Wer die zugesicherte Wahrung der Grundrechte einfordert, und sei es durch
schweigendes Hinstehen, veranlasst faschistoide Politik, die demokratische Maske
abzulegen und sich zu offenbaren. In diesem Sinne hat sich nun auch die
Bundesagentur für Arbeit in ihrer Pressemitteilung vom 14.6.2013 zu Frau
Hannemann offenbart:
http://www.arbeitsagentur.de/zentraler-Content/Pressemeldungen/2013/Presse-13-035,mode=print.html .
Die Gegendarstellung von Inge Hannemann finden Sie hier.
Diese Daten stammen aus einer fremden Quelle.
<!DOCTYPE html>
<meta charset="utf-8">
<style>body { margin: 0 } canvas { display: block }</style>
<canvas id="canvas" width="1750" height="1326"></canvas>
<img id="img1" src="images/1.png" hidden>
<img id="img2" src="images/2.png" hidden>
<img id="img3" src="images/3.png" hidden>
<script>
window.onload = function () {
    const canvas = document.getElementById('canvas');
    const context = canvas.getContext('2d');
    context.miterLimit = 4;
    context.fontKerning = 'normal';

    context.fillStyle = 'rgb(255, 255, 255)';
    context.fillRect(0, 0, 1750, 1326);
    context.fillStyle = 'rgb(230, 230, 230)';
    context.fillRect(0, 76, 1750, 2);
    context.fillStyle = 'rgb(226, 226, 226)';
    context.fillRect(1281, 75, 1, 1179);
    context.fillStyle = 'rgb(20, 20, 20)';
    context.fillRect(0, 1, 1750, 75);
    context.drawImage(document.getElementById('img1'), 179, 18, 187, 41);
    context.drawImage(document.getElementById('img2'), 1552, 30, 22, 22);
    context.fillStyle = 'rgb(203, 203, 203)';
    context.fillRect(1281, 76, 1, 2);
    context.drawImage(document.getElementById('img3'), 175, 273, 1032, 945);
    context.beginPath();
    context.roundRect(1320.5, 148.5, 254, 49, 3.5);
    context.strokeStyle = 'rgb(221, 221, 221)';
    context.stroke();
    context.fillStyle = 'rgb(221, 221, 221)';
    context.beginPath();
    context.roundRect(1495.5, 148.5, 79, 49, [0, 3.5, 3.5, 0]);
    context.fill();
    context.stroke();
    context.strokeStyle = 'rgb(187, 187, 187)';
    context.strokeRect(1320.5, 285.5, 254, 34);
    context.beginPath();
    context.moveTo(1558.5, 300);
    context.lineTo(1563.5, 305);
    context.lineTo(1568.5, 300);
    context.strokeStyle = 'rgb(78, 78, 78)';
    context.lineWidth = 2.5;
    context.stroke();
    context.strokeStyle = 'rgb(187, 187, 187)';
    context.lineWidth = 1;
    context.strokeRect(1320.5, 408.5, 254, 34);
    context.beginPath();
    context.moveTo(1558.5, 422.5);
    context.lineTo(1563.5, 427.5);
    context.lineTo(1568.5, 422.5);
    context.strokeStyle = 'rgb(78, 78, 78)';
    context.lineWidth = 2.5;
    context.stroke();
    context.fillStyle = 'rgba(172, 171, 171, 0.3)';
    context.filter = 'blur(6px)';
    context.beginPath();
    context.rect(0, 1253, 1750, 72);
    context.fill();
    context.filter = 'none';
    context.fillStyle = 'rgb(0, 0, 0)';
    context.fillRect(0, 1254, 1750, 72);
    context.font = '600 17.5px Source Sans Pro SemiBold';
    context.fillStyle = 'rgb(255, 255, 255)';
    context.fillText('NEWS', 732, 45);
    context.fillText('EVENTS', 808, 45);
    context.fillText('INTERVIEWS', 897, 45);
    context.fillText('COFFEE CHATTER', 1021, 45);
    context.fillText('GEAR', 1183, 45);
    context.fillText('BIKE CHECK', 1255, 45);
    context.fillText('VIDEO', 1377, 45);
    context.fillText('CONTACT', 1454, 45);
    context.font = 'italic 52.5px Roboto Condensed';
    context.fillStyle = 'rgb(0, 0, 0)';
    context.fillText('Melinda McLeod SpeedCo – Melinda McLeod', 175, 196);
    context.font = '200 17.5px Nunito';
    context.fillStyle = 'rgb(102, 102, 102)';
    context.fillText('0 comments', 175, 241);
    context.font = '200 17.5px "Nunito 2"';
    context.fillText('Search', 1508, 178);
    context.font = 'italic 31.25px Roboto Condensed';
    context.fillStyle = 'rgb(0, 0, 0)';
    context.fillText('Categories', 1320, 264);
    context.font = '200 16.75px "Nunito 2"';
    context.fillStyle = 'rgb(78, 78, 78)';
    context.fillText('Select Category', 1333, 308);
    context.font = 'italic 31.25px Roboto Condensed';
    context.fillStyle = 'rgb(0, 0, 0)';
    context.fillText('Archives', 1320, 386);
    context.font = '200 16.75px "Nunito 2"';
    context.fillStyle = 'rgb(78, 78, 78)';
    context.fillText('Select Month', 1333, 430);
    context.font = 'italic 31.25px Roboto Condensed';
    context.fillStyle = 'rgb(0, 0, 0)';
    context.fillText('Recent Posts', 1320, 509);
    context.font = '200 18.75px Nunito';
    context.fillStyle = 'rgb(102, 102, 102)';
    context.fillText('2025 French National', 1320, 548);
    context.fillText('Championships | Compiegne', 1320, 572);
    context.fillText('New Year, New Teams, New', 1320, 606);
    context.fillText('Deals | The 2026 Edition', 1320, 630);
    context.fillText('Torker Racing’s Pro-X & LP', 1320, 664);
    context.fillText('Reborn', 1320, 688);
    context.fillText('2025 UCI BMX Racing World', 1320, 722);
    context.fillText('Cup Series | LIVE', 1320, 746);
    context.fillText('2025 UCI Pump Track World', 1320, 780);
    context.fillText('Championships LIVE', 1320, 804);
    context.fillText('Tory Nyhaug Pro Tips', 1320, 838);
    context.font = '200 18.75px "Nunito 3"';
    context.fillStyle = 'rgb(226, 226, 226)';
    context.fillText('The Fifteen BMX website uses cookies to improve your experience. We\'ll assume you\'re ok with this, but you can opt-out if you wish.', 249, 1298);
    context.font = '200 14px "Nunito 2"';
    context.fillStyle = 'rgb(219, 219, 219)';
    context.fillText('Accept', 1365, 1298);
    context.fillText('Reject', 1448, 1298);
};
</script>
Für die Schergen faschistoider Politik kann es hilfreich sein, sich die
Schlussworte von Wilhelm Keitel (1882-1946), Generalfeldmarschall
unter Adolf H. zu vergegenwärtigen, die er am 31.8.1946 vor dem
Nürnberger Kriegsverbrechertribunal sprach, bevor er von
dem internationalen Gericht zum Tod durch Erhängen verurteilt wurde:
"Ich habe geirrt und war nicht imstande zu verhindern, was hätte verhindert
werden müssen. Das ist meine Schuld. Es ist tragisch, einsehen zu
müssen, daß das Beste, was ich als Soldat zu geben hatte, Gehorsam und
Treue, für nicht erkennbare Absichten ausgenutzt wurde, und daß ich
nicht sah, daß auch der soldatischen Pflichterfüllung eine Grenze
gesetzt ist."
Es ist immer erfreulich, wenn nicht nur schlechte Beispiele, sondern auch gute
Beispiele Nachahmung finden (wobei "gut" und "schlecht" zwar relativ sind,
im vorliegenden Fall jedoch auf die Wahrung der Grundrechte bezogen werden). So
hat sich ein junger Student durch Inge Hannemanns Blog ermutigt gefühlt, aus
seiner Position an der "Hochschule der Bundesagentur für Arbeit" in
Mannheim die Jobcenter-Politik anzugreifen, und ist dafür am 7.11.2013
von der Bundesagentur schriftlich abgemahnt worden. In dem
Schreiben erinnert ihn die BA u.a. an die von ihm unterzeichnete
Dienstvereinbarung und "Niederschrift über die förmliche Verpflichtung
nichtbeamteter Personen" und betont, die Zentrale habe die "Dienstvereinbarung
IKT mit der HEGA 08/11-07 präzisiert bezüglich konkreter Aussagen, dass
auch die private Internetnutzung außerhalb der BA keinen rechtsfreien Raum
darstellt. Die öffentliche Verbreitung (hierzu zählen auch geschlossene
Foren ...) von Kundendaten oder Äußerungen, die die BA in
Misskredit bringen können, ist zu unterlassen und
kann zu arbeitsrechtlichen Konsequenzen führen oder
Schadensersatzansprüche auslösen."
Die Bundesagentur scheint sich mit dem amerikanischen Geheimdienst NSA zu
vergleichen, obwohl sie - anders als der Geheimdienst - nicht im rechtsfreien
Raum operiert, sondern die Grundrechte zu beachten hätte, wenn es eine
Justiz in Deutschland gäbe, die sich den Grundrechten verpflichtet
fühlt. Marcel Kallwass betreibt einen Blog
unter "kritischerkommilitone.wordpress.com" und hat das mit "Abmahnung"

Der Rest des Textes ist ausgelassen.